Either way, the film story of Johnson has been recently told in the biopic Monford: The Chickasaw Rancher, directed by Nathan Frankowski and Chickasaw Nation Productions – a pair of collaborators who worked on another great biopic, Te Ata.
Starring the very Jason Momoa-esqe Martin Sensmeier, here, he is the eponymous Monford Johnson. With his Native mother dying and white father leaving to find work at a young age, he is raised by his Native grandmother and turns out to be a real good guy.
Like, a really good guy.
But, on his wedding day, we meet the big bad villain of the piece, the skeletal Confederate Sgt. Richter (James Landry Hébert) and his racist taunts.
Even though he has to deal with Richer and his reckless slaying of many Indigenous peoples, Johnson and his wife Mary (Grace Montie) eventually have a new baby and some well-trained bovines.
Over time, Johnson starts roping and branding the cattle and, with various community leaders, forms a company to swallow the livestock up. And while his family takes in the orphans left by the dastardly army, he also has to deal with an Irish bandit and his cronies, as well as Richter, who is part of the newly-united army.

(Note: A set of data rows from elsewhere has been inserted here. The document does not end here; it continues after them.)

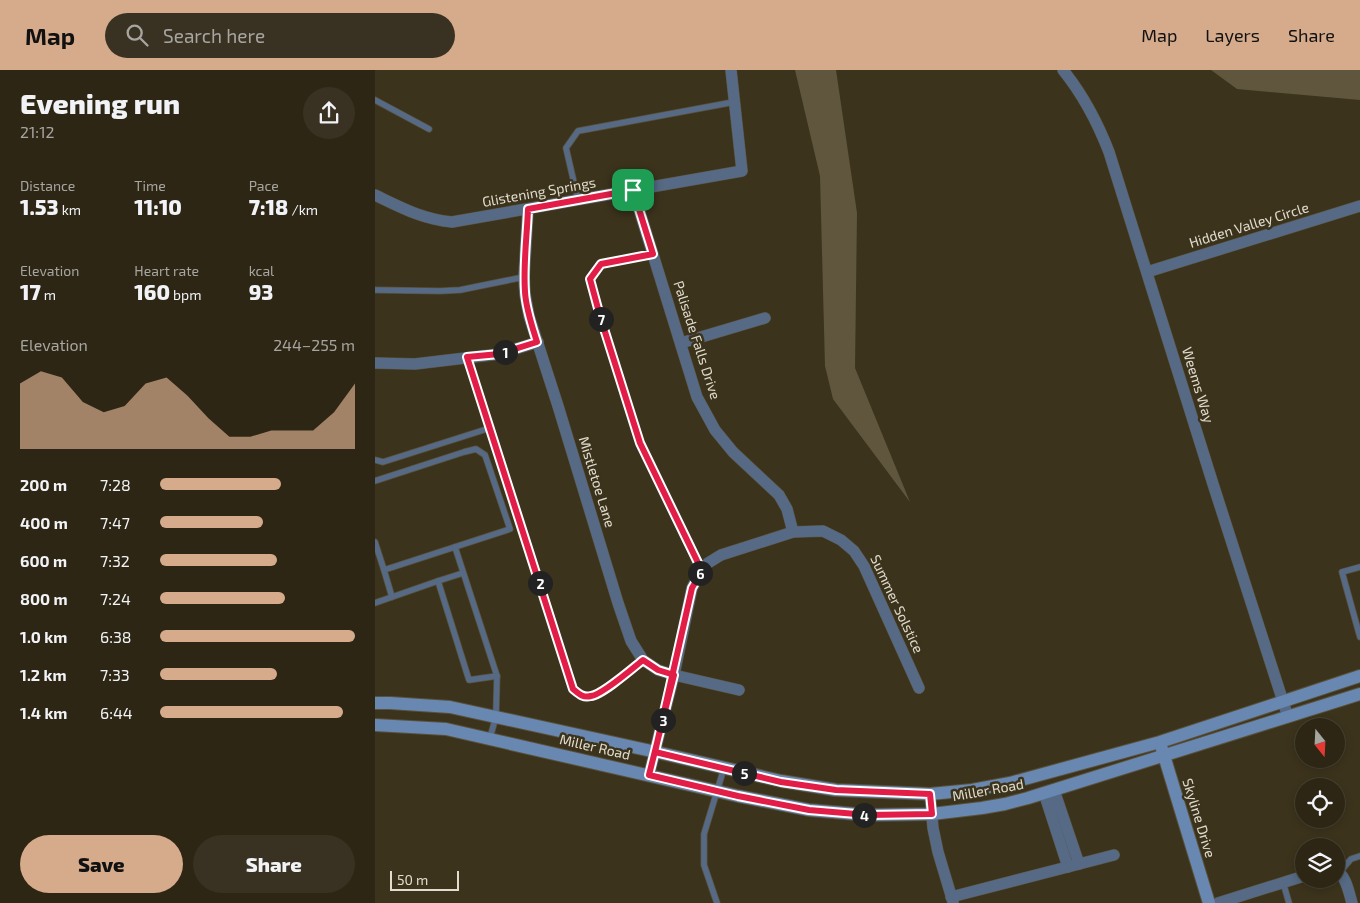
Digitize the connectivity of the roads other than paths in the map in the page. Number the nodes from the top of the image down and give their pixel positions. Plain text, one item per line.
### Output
1 (731, 70) edge
2 (1063, 70) edge
3 (375, 100) edge
4 (735, 102) junction
5 (429, 129) dead end
6 (633, 190) junction
7 (375, 194) edge
8 (578, 200) junction
9 (1360, 206) edge
10 (528, 209) junction
11 (653, 254) junction
12 (1147, 272) junction
13 (524, 276) junction
14 (375, 290) edge
15 (765, 318) dead end
16 (537, 342) junction
17 (681, 344) junction
18 (467, 357) junction
19 (375, 363) edge
20 (490, 428) junction
21 (375, 460) edge
22 (375, 481) edge
23 (793, 532) junction
24 (375, 542) edge
25 (455, 547) junction
26 (1360, 567) edge
27 (384, 570) junction
28 (702, 571) junction
29 (463, 572) junction
30 (438, 581) junction
31 (392, 598) junction
32 (375, 603) edge
33 (1360, 637) edge
34 (643, 660) junction
35 (674, 675) junction
36 (497, 676) junction
37 (1360, 676) edge
38 (919, 688) dead end
39 (739, 690) dead end
40 (1360, 694) edge
41 (1283, 701) junction
42 (375, 703) edge
43 (496, 716) junction
44 (1288, 717) junction
45 (375, 724) edge
46 (490, 738) junction
47 (1160, 742) junction
48 (655, 752) junction
49 (1164, 756) junction
50 (724, 768) junction
51 (649, 775) junction
52 (717, 791) junction
53 (1049, 792) junction
54 (930, 794) junction
55 (932, 814) junction
56 (1114, 855) dead end
57 (1360, 856) edge
58 (1345, 864) edge
59 (1073, 866) junction
60 (1295, 879) edge
61 (1283, 882) junction
62 (1345, 883) edge
63 (952, 900) edge
64 (717, 903) edge
65 (1209, 903) edge
66 (1218, 903) edge
67 (1289, 903) edge
68 (1352, 903) edge

1 - 4 street
2 - 12 street, Weems Way
3 - 5 lane
4 - 6 street, Glistening Springs
4 - 8 lane
6 - 8 street, Glistening Springs
6 - 11 street, Palisade Falls Drive
7 - 10 street, Glistening Springs
8 - 10 street, Glistening Springs
9 - 12 street, Hidden Valley Circle
10 - 13 street, Mistletoe Lane
11 - 17 street, Palisade Falls Drive
11 - 28 lane
12 - 41 street, Weems Way
13 - 14 lane
13 - 16 street, Mistletoe Lane
15 - 17 street
16 - 18 street
16 - 34 street, Mistletoe Lane
17 - 23 street, Palisade Falls Drive
18 - 19 street
18 - 20 lane
20 - 21 lane
20 - 34 lane
22 - 25 lane
23 - 28 street, Summer Solstice
23 - 38 street, Summer Solstice
24 - 27 lane
25 - 27 lane
25 - 29 lane
26 - 33 lane
27 - 31 lane
28 - 35 street, Summer Solstice
29 - 30 lane
29 - 36 lane
30 - 31 lane
30 - 36 lane
31 - 32 lane
34 - 35 street, Mistletoe Lane
35 - 39 street, Mistletoe Lane
35 - 48 street, Summer Solstice
36 - 43 lane
37 - 41 main road, Miller Road
40 - 44 main road, Miller Road
41 - 44 street, Weems Way
41 - 47 main road, Miller Road
42 - 43 main road, Miller Road
43 - 46 lane
43 - 48 main road, Miller Road
44 - 49 main road, Miller Road
45 - 46 main road, Miller Road
46 - 51 main road, Miller Road
47 - 49 main road, Skyline Drive
47 - 54 main road, Miller Road
48 - 50 main road, Miller Road
48 - 51 street, Summer Solstice
49 - 53 main road, Miller Road
49 - 65 main road, Skyline Drive
50 - 52 lane
50 - 54 main road, Miller Road
51 - 52 main road, Miller Road
52 - 55 main road, Miller Road
52 - 64 lane
53 - 55 main road, Miller Road
53 - 59 street
54 - 55 street
55 - 63 street
56 - 59 street
57 - 58 lane
59 - 63 street
60 - 61 street
61 - 66 street
61 - 67 lane
62 - 68 street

Eventually, Johnson’s pa Boggy (Dermot Mulroney) comes calling. Before they hash out their familial squabbles, they travel to Florida to free about 70 men imprisoned for being Indigenous, still a serious offense. Even though the only way to free them is through a raging fire with murderous designs, eventually, Johnson’s story has a happy ending.
(Of course, he died in 1896 at the ripe old age of 52, but in those times, that was at least 133 years old.)
A very well-made film, made outside the Hollywood system around Davis in the Arbuckle Mountains (among other locations), Sensmeier, Mulroney, and Denim Richards, as Johnson’s partner Jack Brown, are great as the trio of heroes.
And, even though he made me physically angry, Hébert is wonderful as the snarling villain of the story.
That being said, what really stuck me about Johnson’s story—well, Richter’s story, I guess—is all about how it parallels Kevin Stitt’s ancestral story about the low-class theft of Indigenous land and the murderous intent of said land—though the McGirt decision—but I guess that’s another story for another time.